What is needed:
In which lines of the data does the string "Mannheimer" appear? Copy every one.
=== Source material ===
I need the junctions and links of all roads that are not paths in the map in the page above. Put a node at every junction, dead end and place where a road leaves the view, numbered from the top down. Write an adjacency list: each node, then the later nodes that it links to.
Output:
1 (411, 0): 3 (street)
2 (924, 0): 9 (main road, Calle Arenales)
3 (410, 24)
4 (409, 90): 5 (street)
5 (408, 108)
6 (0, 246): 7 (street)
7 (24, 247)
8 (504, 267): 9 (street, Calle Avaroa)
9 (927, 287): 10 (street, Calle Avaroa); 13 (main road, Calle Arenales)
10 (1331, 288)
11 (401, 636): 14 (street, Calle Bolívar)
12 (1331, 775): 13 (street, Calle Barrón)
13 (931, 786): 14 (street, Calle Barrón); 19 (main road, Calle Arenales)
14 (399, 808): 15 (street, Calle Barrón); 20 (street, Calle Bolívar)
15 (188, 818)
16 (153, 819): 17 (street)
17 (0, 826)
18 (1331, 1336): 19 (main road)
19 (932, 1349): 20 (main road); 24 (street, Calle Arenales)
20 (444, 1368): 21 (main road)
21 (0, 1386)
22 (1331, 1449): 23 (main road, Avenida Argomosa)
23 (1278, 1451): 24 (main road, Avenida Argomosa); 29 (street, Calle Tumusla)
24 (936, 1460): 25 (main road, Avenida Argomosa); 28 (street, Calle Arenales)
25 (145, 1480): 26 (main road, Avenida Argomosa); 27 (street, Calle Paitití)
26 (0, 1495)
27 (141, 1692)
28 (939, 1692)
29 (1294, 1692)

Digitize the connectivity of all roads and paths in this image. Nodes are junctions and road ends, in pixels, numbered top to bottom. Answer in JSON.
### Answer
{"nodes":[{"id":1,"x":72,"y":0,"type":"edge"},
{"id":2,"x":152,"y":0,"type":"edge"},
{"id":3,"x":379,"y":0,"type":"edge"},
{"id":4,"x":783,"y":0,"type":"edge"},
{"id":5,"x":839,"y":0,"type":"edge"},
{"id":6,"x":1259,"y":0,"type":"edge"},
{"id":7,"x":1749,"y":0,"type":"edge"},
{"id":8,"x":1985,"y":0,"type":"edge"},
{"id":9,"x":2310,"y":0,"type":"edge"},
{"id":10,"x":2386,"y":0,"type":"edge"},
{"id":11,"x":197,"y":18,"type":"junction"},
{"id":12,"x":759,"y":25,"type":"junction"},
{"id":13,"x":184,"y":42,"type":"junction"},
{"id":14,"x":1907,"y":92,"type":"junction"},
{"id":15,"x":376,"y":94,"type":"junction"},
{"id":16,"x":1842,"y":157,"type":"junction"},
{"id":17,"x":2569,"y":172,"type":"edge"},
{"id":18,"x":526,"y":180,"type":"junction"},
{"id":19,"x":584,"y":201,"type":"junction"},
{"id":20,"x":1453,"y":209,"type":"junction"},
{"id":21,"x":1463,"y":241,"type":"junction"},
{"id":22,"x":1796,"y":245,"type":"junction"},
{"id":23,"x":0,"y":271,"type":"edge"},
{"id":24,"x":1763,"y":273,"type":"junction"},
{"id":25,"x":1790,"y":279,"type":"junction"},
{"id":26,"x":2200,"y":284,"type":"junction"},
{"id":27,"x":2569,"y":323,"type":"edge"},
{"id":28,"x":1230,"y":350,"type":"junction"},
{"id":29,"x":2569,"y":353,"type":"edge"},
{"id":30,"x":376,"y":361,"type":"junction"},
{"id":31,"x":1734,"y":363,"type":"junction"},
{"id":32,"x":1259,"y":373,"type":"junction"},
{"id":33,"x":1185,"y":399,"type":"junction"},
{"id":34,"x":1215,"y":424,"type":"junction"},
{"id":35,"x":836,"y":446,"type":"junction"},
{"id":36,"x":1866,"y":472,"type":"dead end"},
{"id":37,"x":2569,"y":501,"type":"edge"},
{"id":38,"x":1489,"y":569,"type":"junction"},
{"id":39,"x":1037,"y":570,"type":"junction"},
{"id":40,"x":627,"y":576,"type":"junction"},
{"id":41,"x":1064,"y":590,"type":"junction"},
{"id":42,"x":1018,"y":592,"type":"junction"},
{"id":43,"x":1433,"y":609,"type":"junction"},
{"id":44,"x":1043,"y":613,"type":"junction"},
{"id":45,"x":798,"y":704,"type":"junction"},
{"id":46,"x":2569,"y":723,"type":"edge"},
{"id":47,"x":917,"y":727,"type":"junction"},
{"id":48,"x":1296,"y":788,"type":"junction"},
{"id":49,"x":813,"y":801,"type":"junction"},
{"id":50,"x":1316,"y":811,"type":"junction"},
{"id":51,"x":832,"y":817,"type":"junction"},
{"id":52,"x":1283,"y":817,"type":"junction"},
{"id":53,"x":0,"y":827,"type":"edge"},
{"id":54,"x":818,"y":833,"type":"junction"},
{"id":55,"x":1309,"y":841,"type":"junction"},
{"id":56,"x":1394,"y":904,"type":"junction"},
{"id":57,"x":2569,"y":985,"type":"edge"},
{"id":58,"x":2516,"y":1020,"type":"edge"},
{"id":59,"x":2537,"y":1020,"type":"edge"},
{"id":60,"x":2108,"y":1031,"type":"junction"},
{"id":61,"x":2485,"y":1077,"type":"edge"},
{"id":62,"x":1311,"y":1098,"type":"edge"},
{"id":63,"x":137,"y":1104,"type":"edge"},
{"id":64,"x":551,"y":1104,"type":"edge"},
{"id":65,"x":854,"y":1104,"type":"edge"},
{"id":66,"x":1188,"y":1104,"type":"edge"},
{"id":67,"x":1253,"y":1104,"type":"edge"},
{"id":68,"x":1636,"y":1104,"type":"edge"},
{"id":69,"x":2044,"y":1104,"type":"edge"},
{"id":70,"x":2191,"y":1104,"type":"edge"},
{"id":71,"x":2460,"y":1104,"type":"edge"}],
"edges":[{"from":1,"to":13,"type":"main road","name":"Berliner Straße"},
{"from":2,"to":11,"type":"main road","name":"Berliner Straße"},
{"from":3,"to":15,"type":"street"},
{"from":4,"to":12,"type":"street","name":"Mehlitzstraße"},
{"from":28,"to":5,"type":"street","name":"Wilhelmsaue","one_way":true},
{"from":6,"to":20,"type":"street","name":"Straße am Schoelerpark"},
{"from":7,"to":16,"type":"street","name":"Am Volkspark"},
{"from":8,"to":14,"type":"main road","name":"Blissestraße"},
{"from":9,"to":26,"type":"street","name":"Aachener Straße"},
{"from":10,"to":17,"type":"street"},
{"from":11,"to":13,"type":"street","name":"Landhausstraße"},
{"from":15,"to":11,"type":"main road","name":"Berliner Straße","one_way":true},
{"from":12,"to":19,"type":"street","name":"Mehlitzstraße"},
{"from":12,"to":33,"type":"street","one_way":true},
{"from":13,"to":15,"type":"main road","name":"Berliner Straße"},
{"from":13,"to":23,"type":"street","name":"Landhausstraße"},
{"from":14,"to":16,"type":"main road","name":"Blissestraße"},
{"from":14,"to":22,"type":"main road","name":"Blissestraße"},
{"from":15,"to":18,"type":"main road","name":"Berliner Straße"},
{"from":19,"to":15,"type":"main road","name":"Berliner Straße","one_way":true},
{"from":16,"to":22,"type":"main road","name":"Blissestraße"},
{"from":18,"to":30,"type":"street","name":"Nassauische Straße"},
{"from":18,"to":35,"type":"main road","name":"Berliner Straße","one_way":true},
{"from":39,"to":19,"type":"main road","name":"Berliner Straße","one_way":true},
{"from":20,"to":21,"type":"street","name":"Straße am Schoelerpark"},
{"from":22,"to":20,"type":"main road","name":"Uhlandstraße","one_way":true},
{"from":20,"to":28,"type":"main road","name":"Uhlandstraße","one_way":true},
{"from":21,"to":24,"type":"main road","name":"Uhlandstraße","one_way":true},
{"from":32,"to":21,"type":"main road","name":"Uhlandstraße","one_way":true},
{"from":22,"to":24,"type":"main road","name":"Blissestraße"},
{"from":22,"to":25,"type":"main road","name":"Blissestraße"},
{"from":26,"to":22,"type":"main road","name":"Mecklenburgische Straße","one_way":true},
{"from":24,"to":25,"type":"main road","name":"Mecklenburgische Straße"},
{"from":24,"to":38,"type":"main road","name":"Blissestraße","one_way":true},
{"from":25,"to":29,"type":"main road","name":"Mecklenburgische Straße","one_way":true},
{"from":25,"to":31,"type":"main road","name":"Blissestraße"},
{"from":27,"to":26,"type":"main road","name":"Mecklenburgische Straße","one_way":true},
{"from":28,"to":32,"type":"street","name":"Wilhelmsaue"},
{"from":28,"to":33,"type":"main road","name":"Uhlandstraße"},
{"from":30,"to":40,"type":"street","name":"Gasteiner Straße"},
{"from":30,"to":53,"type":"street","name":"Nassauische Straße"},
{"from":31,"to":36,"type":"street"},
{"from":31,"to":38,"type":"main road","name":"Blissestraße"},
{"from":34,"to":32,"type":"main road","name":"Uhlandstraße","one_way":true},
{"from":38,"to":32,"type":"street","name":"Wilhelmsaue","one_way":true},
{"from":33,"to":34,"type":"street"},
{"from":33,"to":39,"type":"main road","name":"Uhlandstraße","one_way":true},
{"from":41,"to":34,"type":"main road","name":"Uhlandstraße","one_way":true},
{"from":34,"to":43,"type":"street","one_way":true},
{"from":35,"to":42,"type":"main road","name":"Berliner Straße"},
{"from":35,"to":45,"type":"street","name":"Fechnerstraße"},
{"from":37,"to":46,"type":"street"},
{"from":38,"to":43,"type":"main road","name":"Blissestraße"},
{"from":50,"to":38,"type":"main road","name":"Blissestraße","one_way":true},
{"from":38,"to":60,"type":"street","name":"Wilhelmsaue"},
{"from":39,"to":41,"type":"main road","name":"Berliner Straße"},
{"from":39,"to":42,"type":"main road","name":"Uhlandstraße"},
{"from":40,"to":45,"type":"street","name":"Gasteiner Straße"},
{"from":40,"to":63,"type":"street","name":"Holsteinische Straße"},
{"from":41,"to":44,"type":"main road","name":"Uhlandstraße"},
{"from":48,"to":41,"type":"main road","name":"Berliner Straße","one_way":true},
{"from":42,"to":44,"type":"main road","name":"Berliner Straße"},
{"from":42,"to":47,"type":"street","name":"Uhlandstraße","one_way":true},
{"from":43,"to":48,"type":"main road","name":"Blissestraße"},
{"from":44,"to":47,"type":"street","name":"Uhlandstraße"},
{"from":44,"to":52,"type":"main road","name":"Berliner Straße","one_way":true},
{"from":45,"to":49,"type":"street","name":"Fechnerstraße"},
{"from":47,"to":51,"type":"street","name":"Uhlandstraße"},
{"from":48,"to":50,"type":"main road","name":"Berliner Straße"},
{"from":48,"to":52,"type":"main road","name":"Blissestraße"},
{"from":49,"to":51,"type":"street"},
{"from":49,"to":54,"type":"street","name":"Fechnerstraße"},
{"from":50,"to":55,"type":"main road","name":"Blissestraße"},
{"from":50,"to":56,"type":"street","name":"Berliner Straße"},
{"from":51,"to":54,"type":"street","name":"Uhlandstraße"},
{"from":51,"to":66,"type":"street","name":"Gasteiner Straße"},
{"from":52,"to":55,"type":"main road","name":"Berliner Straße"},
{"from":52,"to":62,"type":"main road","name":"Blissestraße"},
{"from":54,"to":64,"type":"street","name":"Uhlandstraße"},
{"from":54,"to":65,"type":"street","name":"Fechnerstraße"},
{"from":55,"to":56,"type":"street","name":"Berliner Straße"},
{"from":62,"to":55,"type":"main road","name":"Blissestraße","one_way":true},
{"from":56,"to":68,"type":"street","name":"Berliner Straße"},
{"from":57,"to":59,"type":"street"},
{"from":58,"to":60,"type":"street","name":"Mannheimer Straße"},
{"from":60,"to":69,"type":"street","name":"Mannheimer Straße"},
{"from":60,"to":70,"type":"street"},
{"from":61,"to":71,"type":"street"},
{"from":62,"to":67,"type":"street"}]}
===
Answer for the task:
{"from":58,"to":60,"type":"street","name":"Mannheimer Straße"},
{"from":60,"to":69,"type":"street","name":"Mannheimer Straße"},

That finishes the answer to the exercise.